Prerequisites:
  1. Minimal Program Components
  2. Statements, Expressions, and Edges
  3. Annotations

Control Flow Graphs

A control flow graph (CFG) is LiSA’s representation of the body of a function, method, or procedure. The nodes of the graph are Statement instances, and the directed edges between them are instances of Edge and define the possible flows of execution. Each CFG has a descriptor that carries its metadata — name, parameters, return type, annotations, and more — independent of the code body itself. CFGs live inside Units, which in turn are part of a Program; those are described in their own documentation pages.
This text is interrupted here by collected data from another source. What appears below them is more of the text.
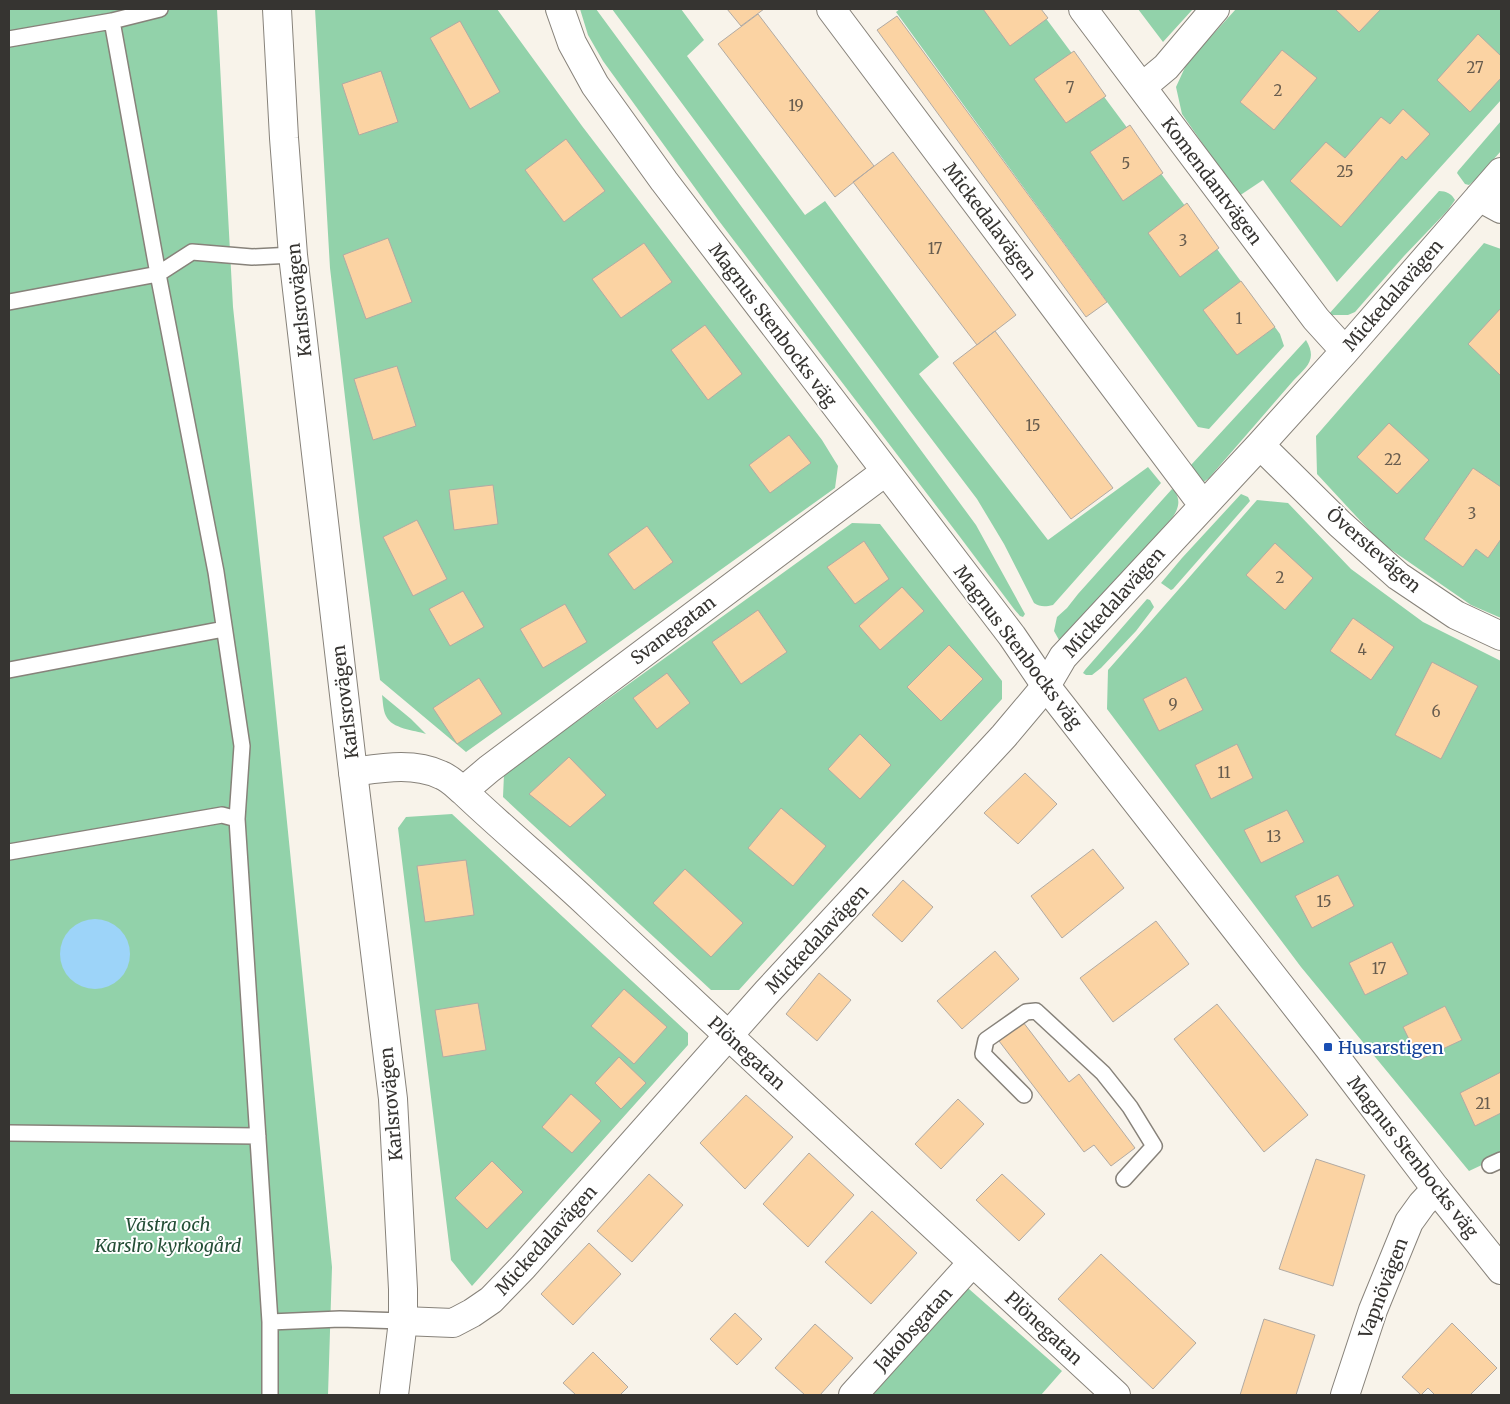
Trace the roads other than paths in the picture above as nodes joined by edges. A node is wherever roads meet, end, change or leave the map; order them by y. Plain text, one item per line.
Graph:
1 (160, 9) edge
2 (277, 9) edge
3 (560, 9) edge
4 (832, 9) edge
5 (1082, 9) edge
6 (1215, 9) edge
7 (112, 21) junction
8 (9, 39) edge
9 (1142, 87) junction
10 (1501, 172) edge
11 (1490, 203) edge
12 (294, 255) junction
13 (158, 274) junction
14 (9, 302) edge
15 (1345, 350) junction
16 (1260, 444) junction
17 (885, 472) junction
18 (1203, 505) junction
19 (224, 629) junction
20 (1501, 636) edge
21 (9, 670) edge
22 (1046, 686) junction
23 (353, 772) junction
24 (463, 791) junction
25 (237, 819) junction
26 (9, 852) edge
27 (728, 1036) junction
28 (1024, 1095) dead end
29 (9, 1133) edge
30 (258, 1136) junction
31 (1124, 1179) dead end
32 (1436, 1189) junction
33 (972, 1263) junction
34 (1501, 1270) edge
35 (403, 1321) junction
36 (270, 1322) junction
37 (270, 1395) edge
38 (394, 1395) edge
39 (853, 1395) edge
40 (1116, 1395) edge
41 (1346, 1395) edge

1 - 7 lane
2 - 12 street, Karlsrovägen
3 - 17 street, Magnus Stenbocks väg
4 - 18 street, Mickedalavägen
5 - 9 street, Komendantvägen
6 - 9 street
7 - 8 lane
7 - 13 lane
9 - 15 street, Komendantvägen
10 - 11 street, Mickedalavägen
11 - 15 street, Mickedalavägen
12 - 13 lane
12 - 23 street, Karlsrovägen
13 - 14 lane
13 - 19 lane
15 - 16 street, Mickedalavägen
16 - 18 street, Mickedalavägen
16 - 20 street, Överstevägen
17 - 22 street, Magnus Stenbocks väg
17 - 24 street, Svanegatan
18 - 22 street, Mickedalavägen
19 - 21 lane
19 - 25 lane
22 - 27 street, Mickedalavägen
22 - 32 street, Magnus Stenbocks väg
23 - 24 street, Plönegatan
23 - 35 street, Karlsrovägen
24 - 27 street, Plönegatan
25 - 26 lane
25 - 30 lane
27 - 33 street, Plönegatan
27 - 35 street, Mickedalavägen
28 - 31 lane
29 - 30 lane
30 - 36 lane
32 - 34 street, Magnus Stenbocks väg
32 - 41 street, Vapnövägen
33 - 39 street, Jakobsgatan
33 - 40 street, Plönegatan
35 - 36 lane
35 - 38 street, Karlsrovägen
36 - 37 lane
This page describes the building blocks of control flow graphs in LiSA: starting from the descriptor and the data structures it contains, through the generic graph infrastructure the CFG builds on, and finishing with the CFG class itself and its native counterpart.

 Note:
This page contains class diagrams. Interfaces are represented with yellow rectangles, abstract classes with blue rectangles, and concrete classes with green rectangles. After type names, type parameters are reported, but their bounds are omitted for clarity. Only public members are listed in each type: the + symbol marks instance members, the * symbol marks static members, and a ! in front of the name denotes a member with a default implementation. Method-specific type parameters are written before the method name, wrapped in <>. When a class or interface has already been introduced in an earlier diagram, its inner members are omitted.

Descriptors

The CodeMemberDescriptor class carries all the metadata associated with a code member — a function, method, or procedure — without containing the body code itself. It is shared by both CFG and NativeCFG instances, and serves as the single point of truth for information about a code member’s signature and context.

CFG Descriptor

The main information tracked by a CodeMemberDescriptor includes:

CodeMemberDescriptor is created by frontends at parsing time and refined during validation, when annotations are propagated and the override chain is established. Modifications to a descriptor after validation has completed may lead to incorrect results.

Formal Parameters

Parameter represents a formal parameter of a code member. Each parameter carries its name and static type (via getName() and getStaticType()), its source location (getLocation()), and any annotations attached to it (getAnnotations()). Optionally, a parameter may have a default value expression, returned by getDefaultValue(), which is used at call sites that omit the corresponding argument. The order of parameters in the array returned by getFormals() matches the order of formal parameters in the source signature.

Local Variables

A VariableTableEntry represents a local variable defined in the body of a code member. Each entry tracks the variable’s index in the local variable table (getIndex()), its name and static type (getName(), getStaticType()), and its source location (getLocation() — the location of its declaration). Each entry also records the scope of the variable as a pair of statements: getScopeStart() returns the first statement where the variable is visible, and getScopeEnd() the last, both of which may be null when the variable is visible throughout the entire code member. Given a CFG, the createReference(CFG) method builds the VariableRef expression that syntactically accesses the variable. Annotations on local variables are accessible via getAnnotations(), and are looked up by the descriptor’s getAnnotationsOf method to resolve annotation queries by variable name within the correct scope.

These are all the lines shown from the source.